> **What you should do**
The entries below are to be returned exactly. Include all of them.

(Collected data)
▶

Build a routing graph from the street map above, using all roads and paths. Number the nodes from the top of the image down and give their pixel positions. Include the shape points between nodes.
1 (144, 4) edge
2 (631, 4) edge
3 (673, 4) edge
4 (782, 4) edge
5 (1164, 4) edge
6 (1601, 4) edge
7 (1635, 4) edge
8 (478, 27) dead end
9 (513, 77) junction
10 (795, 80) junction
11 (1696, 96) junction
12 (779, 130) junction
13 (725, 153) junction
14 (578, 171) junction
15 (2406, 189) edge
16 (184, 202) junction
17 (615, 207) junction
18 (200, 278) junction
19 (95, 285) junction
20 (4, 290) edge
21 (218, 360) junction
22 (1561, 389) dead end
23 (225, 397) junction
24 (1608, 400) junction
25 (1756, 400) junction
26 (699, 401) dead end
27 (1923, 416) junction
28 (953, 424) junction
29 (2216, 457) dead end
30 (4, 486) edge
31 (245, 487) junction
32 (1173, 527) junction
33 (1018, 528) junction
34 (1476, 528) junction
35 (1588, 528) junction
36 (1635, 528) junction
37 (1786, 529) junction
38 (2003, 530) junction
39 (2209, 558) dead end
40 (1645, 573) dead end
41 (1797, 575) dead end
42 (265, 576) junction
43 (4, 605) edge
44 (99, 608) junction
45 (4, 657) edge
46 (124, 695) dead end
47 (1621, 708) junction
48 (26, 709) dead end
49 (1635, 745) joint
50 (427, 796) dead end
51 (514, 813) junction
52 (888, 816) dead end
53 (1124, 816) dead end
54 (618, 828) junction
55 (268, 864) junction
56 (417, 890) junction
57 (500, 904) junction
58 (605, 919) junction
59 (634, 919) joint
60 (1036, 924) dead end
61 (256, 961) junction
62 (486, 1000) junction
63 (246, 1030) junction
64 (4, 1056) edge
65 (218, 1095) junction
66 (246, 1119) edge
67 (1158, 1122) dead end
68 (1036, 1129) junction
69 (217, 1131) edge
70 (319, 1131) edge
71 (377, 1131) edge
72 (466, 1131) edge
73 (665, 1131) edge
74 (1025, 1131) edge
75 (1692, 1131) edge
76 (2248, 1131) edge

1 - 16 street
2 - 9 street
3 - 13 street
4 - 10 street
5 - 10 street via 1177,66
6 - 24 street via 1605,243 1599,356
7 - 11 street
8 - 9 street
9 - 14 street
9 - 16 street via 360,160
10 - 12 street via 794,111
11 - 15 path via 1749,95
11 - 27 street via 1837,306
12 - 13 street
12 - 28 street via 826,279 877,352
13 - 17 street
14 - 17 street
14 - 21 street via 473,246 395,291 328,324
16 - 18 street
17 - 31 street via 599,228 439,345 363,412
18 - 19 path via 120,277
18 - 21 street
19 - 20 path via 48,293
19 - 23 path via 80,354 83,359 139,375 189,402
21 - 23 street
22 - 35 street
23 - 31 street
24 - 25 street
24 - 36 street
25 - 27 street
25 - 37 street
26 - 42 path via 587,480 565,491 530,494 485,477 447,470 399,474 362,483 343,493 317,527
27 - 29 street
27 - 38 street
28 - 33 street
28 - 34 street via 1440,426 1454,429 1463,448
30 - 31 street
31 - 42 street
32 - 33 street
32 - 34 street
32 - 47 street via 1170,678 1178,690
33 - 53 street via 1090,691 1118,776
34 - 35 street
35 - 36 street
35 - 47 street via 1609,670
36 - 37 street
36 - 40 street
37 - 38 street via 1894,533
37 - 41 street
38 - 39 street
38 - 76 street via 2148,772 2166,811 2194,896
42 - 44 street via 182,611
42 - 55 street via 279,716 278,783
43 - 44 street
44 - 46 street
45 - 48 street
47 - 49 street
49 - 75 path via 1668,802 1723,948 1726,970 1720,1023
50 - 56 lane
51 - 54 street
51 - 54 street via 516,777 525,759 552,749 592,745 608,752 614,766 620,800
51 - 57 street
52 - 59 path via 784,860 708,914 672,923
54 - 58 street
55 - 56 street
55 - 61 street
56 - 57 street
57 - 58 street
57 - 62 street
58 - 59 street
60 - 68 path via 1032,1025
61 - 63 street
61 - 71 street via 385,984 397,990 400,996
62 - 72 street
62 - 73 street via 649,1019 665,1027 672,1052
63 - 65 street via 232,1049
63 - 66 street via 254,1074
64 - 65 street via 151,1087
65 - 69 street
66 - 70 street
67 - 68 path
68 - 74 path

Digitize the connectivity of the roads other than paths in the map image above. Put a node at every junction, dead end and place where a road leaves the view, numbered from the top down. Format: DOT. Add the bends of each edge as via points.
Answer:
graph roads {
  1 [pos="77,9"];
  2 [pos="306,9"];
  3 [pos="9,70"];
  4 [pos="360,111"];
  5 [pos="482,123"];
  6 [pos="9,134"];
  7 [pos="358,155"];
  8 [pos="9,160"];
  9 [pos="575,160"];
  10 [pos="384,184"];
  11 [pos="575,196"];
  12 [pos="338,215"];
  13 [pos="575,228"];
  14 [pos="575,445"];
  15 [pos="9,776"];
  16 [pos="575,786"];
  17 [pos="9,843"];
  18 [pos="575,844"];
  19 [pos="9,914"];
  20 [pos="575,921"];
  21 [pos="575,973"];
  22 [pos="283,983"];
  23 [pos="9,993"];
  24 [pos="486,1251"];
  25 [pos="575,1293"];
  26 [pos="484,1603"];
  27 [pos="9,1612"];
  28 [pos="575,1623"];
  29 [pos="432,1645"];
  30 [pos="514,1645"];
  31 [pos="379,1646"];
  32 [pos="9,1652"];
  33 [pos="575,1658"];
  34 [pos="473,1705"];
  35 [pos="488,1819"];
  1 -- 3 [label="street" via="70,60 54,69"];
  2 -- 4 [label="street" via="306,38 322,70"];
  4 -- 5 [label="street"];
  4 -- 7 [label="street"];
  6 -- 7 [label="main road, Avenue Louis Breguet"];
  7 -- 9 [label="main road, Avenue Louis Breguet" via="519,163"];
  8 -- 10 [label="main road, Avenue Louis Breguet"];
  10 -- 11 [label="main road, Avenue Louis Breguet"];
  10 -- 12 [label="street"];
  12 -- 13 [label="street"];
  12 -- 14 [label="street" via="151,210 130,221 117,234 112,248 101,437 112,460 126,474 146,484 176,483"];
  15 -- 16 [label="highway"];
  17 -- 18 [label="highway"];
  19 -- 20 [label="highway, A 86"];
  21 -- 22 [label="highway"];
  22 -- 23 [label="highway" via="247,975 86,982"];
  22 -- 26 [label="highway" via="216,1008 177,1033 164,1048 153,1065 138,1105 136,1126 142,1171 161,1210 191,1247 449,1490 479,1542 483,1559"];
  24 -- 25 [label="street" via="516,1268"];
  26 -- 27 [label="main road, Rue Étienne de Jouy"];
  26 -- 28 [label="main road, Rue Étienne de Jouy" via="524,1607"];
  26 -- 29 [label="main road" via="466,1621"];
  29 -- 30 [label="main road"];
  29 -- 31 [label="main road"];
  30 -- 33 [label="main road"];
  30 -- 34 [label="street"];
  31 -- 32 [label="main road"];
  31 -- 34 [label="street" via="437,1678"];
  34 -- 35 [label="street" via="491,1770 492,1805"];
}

◀

> **Response to this task**
Build a routing graph from the street map above, using all roads and paths. Number the nodes from the top of the image down and give their pixel positions. Include the shape points between nodes.
1 (144, 4) edge
2 (631, 4) edge
3 (673, 4) edge
4 (782, 4) edge
5 (1164, 4) edge
6 (1601, 4) edge
7 (1635, 4) edge
8 (478, 27) dead end
9 (513, 77) junction
10 (795, 80) junction
11 (1696, 96) junction
12 (779, 130) junction
13 (725, 153) junction
14 (578, 171) junction
15 (2406, 189) edge
16 (184, 202) junction
17 (615, 207) junction
18 (200, 278) junction
19 (95, 285) junction
20 (4, 290) edge
21 (218, 360) junction
22 (1561, 389) dead end
23 (225, 397) junction
24 (1608, 400) junction
25 (1756, 400) junction
26 (699, 401) dead end
27 (1923, 416) junction
28 (953, 424) junction
29 (2216, 457) dead end
30 (4, 486) edge
31 (245, 487) junction
32 (1173, 527) junction
33 (1018, 528) junction
34 (1476, 528) junction
35 (1588, 528) junction
36 (1635, 528) junction
37 (1786, 529) junction
38 (2003, 530) junction
39 (2209, 558) dead end
40 (1645, 573) dead end
41 (1797, 575) dead end
42 (265, 576) junction
43 (4, 605) edge
44 (99, 608) junction
45 (4, 657) edge
46 (124, 695) dead end
47 (1621, 708) junction
48 (26, 709) dead end
49 (1635, 745) joint
50 (427, 796) dead end
51 (514, 813) junction
52 (888, 816) dead end
53 (1124, 816) dead end
54 (618, 828) junction
55 (268, 864) junction
56 (417, 890) junction
57 (500, 904) junction
58 (605, 919) junction
59 (634, 919) joint
60 (1036, 924) dead end
61 (256, 961) junction
62 (486, 1000) junction
63 (246, 1030) junction
64 (4, 1056) edge
65 (218, 1095) junction
66 (246, 1119) edge
67 (1158, 1122) dead end
68 (1036, 1129) junction
69 (217, 1131) edge
70 (319, 1131) edge
71 (377, 1131) edge
72 (466, 1131) edge
73 (665, 1131) edge
74 (1025, 1131) edge
75 (1692, 1131) edge
76 (2248, 1131) edge

1 - 16 street
2 - 9 street
3 - 13 street
4 - 10 street
5 - 10 street via 1177,66
6 - 24 street via 1605,243 1599,356
7 - 11 street
8 - 9 street
9 - 14 street
9 - 16 street via 360,160
10 - 12 street via 794,111
11 - 15 path via 1749,95
11 - 27 street via 1837,306
12 - 13 street
12 - 28 street via 826,279 877,352
13 - 17 street
14 - 17 street
14 - 21 street via 473,246 395,291 328,324
16 - 18 street
17 - 31 street via 599,228 439,345 363,412
18 - 19 path via 120,277
18 - 21 street
19 - 20 path via 48,293
19 - 23 path via 80,354 83,359 139,375 189,402
21 - 23 street
22 - 35 street
23 - 31 street
24 - 25 street
24 - 36 street
25 - 27 street
25 - 37 street
26 - 42 path via 587,480 565,491 530,494 485,477 447,470 399,474 362,483 343,493 317,527
27 - 29 street
27 - 38 street
28 - 33 street
28 - 34 street via 1440,426 1454,429 1463,448
30 - 31 street
31 - 42 street
32 - 33 street
32 - 34 street
32 - 47 street via 1170,678 1178,690
33 - 53 street via 1090,691 1118,776
34 - 35 street
35 - 36 street
35 - 47 street via 1609,670
36 - 37 street
36 - 40 street
37 - 38 street via 1894,533
37 - 41 street
38 - 39 street
38 - 76 street via 2148,772 2166,811 2194,896
42 - 44 street via 182,611
42 - 55 street via 279,716 278,783
43 - 44 street
44 - 46 street
45 - 48 street
47 - 49 street
49 - 75 path via 1668,802 1723,948 1726,970 1720,1023
50 - 56 lane
51 - 54 street
51 - 54 street via 516,777 525,759 552,749 592,745 608,752 614,766 620,800
51 - 57 street
52 - 59 path via 784,860 708,914 672,923
54 - 58 street
55 - 56 street
55 - 61 street
56 - 57 street
57 - 58 street
57 - 62 street
58 - 59 street
60 - 68 path via 1032,1025
61 - 63 street
61 - 71 street via 385,984 397,990 400,996
62 - 72 street
62 - 73 street via 649,1019 665,1027 672,1052
63 - 65 street via 232,1049
63 - 66 street via 254,1074
64 - 65 street via 151,1087
65 - 69 street
66 - 70 street
67 - 68 path
68 - 74 path

Digitize the connectivity of the roads other than paths in the map image above. Put a node at every junction, dead end and place where a road leaves the view, numbered from the top down. Format: DOT. Add the bends of each edge as via points.
Answer:
graph roads {
  1 [pos="77,9"];
  2 [pos="306,9"];
  3 [pos="9,70"];
  4 [pos="360,111"];
  5 [pos="482,123"];
  6 [pos="9,134"];
  7 [pos="358,155"];
  8 [pos="9,160"];
  9 [pos="575,160"];
  10 [pos="384,184"];
  11 [pos="575,196"];
  12 [pos="338,215"];
  13 [pos="575,228"];
  14 [pos="575,445"];
  15 [pos="9,776"];
  16 [pos="575,786"];
  17 [pos="9,843"];
  18 [pos="575,844"];
  19 [pos="9,914"];
  20 [pos="575,921"];
  21 [pos="575,973"];
  22 [pos="283,983"];
  23 [pos="9,993"];
  24 [pos="486,1251"];
  25 [pos="575,1293"];
  26 [pos="484,1603"];
  27 [pos="9,1612"];
  28 [pos="575,1623"];
  29 [pos="432,1645"];
  30 [pos="514,1645"];
  31 [pos="379,1646"];
  32 [pos="9,1652"];
  33 [pos="575,1658"];
  34 [pos="473,1705"];
  35 [pos="488,1819"];
  1 -- 3 [label="street" via="70,60 54,69"];
  2 -- 4 [label="street" via="306,38 322,70"];
  4 -- 5 [label="street"];
  4 -- 7 [label="street"];
  6 -- 7 [label="main road, Avenue Louis Breguet"];
  7 -- 9 [label="main road, Avenue Louis Breguet" via="519,163"];
  8 -- 10 [label="main road, Avenue Louis Breguet"];
  10 -- 11 [label="main road, Avenue Louis Breguet"];
  10 -- 12 [label="street"];
  12 -- 13 [label="street"];
  12 -- 14 [label="street" via="151,210 130,221 117,234 112,248 101,437 112,460 126,474 146,484 176,483"];
  15 -- 16 [label="highway"];
  17 -- 18 [label="highway"];
  19 -- 20 [label="highway, A 86"];
  21 -- 22 [label="highway"];
  22 -- 23 [label="highway" via="247,975 86,982"];
  22 -- 26 [label="highway" via="216,1008 177,1033 164,1048 153,1065 138,1105 136,1126 142,1171 161,1210 191,1247 449,1490 479,1542 483,1559"];
  24 -- 25 [label="street" via="516,1268"];
  26 -- 27 [label="main road, Rue Étienne de Jouy"];
  26 -- 28 [label="main road, Rue Étienne de Jouy" via="524,1607"];
  26 -- 29 [label="main road" via="466,1621"];
  29 -- 30 [label="main road"];
  29 -- 31 [label="main road"];
  30 -- 33 [label="main road"];
  30 -- 34 [label="street"];
  31 -- 32 [label="main road"];
  31 -- 34 [label="street" via="437,1678"];
  34 -- 35 [label="street" via="491,1770 492,1805"];
}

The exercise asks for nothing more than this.